Problem to solve: Copy every line of the listing that holds the string "lane".

Dataset extract:

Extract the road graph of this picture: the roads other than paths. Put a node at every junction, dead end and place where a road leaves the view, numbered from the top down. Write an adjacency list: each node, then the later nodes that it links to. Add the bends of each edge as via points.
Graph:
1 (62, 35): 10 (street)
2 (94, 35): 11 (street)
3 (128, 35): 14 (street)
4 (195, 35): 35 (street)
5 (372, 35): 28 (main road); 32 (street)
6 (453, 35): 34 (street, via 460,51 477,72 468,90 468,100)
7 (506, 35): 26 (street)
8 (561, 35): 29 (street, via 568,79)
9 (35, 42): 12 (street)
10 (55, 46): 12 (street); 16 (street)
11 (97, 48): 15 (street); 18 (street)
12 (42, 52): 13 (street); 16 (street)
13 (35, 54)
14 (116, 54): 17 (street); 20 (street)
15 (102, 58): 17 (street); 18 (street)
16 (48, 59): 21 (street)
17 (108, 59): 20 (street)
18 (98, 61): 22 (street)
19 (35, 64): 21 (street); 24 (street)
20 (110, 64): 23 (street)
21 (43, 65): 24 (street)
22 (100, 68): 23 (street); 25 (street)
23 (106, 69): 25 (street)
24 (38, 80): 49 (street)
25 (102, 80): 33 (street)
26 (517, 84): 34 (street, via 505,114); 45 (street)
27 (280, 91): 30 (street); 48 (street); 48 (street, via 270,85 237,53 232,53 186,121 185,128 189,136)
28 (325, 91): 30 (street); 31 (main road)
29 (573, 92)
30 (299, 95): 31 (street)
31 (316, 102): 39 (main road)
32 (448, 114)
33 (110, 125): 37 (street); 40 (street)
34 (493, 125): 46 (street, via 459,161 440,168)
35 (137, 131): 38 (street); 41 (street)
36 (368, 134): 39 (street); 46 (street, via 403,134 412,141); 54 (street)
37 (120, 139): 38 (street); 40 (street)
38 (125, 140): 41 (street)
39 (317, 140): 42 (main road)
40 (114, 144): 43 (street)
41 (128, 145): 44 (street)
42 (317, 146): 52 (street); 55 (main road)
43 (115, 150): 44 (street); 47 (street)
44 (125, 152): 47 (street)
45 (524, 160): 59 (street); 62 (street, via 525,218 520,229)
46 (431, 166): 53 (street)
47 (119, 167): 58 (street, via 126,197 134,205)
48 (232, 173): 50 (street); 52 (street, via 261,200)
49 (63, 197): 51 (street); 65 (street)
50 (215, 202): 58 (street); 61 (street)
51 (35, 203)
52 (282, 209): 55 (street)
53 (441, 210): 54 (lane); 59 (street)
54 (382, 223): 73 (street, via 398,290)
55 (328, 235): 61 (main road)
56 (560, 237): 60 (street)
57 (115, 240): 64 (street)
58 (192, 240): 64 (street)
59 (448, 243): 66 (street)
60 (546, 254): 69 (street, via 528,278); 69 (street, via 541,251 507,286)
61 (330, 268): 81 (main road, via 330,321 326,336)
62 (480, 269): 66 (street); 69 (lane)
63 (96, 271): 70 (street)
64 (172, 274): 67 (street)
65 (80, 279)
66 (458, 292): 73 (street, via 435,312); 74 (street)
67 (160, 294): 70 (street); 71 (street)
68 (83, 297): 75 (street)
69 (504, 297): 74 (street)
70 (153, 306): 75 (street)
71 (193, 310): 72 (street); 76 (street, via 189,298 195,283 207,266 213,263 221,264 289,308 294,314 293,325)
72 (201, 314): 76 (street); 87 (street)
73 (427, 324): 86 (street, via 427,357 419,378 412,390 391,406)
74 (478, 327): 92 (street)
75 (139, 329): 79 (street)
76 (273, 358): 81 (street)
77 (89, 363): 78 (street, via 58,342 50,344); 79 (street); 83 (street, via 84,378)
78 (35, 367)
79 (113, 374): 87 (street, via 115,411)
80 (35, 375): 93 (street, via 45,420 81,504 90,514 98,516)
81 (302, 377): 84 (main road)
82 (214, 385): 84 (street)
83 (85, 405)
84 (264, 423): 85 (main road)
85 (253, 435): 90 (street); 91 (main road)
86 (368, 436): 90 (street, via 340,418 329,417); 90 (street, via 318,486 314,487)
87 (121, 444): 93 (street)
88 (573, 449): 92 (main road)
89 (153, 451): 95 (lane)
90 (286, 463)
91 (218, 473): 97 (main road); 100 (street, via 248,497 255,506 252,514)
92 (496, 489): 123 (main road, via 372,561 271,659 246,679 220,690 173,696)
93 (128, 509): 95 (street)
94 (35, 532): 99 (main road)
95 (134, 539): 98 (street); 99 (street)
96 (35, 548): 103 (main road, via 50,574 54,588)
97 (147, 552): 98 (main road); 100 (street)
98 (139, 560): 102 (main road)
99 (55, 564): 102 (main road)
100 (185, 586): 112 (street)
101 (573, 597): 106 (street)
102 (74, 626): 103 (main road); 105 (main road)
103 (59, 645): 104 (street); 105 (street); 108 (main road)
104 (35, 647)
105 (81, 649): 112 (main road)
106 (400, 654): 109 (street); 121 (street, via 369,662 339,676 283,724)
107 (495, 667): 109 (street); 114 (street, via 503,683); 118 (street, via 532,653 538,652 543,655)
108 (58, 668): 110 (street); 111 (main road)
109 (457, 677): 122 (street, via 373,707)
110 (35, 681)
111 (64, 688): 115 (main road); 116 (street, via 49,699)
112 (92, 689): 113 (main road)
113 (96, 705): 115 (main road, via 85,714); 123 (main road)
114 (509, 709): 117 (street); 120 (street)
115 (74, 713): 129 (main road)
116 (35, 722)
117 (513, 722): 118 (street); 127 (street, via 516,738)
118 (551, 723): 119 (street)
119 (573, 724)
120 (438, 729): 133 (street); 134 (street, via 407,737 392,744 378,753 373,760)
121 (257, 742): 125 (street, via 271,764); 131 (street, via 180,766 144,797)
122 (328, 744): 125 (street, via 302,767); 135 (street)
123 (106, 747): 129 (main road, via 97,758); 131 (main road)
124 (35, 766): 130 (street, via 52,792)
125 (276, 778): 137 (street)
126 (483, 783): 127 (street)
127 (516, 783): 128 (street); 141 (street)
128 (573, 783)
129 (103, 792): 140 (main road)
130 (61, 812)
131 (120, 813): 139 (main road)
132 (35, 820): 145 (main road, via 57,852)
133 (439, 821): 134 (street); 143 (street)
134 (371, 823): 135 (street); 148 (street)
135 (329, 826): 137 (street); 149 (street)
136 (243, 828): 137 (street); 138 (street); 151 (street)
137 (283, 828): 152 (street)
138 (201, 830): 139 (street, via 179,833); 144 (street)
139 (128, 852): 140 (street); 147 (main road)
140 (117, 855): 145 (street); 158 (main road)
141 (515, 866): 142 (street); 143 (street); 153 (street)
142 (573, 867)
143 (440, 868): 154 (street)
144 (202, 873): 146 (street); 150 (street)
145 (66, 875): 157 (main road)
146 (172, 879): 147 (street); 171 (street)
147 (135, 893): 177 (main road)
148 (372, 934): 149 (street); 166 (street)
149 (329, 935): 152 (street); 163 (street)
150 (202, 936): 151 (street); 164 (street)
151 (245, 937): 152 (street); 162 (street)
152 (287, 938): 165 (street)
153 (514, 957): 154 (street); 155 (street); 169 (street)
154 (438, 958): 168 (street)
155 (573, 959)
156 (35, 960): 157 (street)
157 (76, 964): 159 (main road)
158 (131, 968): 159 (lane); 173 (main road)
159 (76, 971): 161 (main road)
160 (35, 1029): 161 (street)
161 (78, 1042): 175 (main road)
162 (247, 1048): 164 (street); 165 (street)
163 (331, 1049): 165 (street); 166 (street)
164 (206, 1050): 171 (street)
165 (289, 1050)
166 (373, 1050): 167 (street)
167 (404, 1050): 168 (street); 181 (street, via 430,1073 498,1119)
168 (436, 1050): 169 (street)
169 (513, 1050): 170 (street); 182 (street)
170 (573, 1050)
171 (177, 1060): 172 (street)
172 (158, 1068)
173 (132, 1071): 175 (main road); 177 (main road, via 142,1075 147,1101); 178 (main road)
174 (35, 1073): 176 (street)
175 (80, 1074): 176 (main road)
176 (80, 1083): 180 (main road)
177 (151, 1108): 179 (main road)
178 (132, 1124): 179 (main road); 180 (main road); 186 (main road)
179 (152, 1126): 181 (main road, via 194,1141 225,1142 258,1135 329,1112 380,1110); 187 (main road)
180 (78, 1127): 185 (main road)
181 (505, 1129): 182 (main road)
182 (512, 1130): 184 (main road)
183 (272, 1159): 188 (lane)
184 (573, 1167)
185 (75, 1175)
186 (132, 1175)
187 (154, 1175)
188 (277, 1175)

Response:
53 (441, 210): 54 (lane); 59 (street)
62 (480, 269): 66 (street); 69 (lane)
89 (153, 451): 95 (lane)
158 (131, 968): 159 (lane); 173 (main road)
183 (272, 1159): 188 (lane)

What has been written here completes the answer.